* What is being asked *
Could you return each line of the material that has "dead" in it?

* Available data *

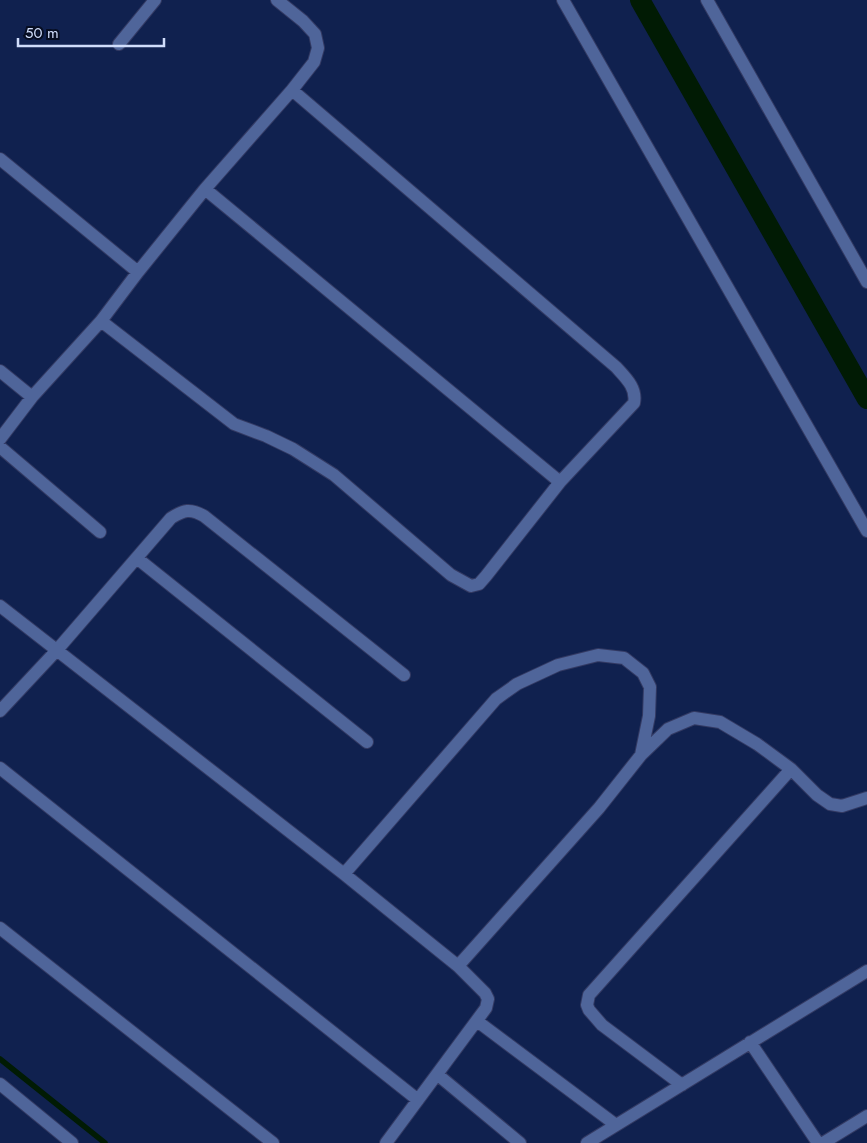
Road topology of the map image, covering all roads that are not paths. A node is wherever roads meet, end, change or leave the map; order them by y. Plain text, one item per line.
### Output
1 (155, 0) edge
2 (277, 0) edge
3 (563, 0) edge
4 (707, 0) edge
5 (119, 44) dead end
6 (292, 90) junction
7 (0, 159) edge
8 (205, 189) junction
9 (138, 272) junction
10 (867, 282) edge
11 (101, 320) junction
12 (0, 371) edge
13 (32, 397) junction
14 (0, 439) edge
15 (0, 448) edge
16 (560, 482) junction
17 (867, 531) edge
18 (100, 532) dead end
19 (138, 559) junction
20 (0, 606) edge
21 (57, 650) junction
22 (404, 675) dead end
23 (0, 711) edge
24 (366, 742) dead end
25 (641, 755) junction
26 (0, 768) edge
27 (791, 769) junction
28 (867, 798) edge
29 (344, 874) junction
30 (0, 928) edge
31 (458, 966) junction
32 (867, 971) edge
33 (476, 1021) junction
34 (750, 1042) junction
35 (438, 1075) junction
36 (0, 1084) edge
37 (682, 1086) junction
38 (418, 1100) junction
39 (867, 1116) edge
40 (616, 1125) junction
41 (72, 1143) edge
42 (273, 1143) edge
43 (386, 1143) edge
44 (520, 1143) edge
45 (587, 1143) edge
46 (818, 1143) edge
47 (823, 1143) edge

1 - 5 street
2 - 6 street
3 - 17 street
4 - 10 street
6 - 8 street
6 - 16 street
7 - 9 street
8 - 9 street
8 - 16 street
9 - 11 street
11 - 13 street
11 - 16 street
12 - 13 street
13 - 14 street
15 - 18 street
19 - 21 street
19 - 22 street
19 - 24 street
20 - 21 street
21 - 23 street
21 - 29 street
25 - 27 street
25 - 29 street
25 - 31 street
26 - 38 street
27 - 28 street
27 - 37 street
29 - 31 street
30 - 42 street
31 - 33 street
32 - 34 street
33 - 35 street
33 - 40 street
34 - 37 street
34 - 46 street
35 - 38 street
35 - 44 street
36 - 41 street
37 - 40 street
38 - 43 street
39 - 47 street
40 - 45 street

* Exercise solution *
5 (119, 44) dead end
18 (100, 532) dead end
22 (404, 675) dead end
24 (366, 742) dead end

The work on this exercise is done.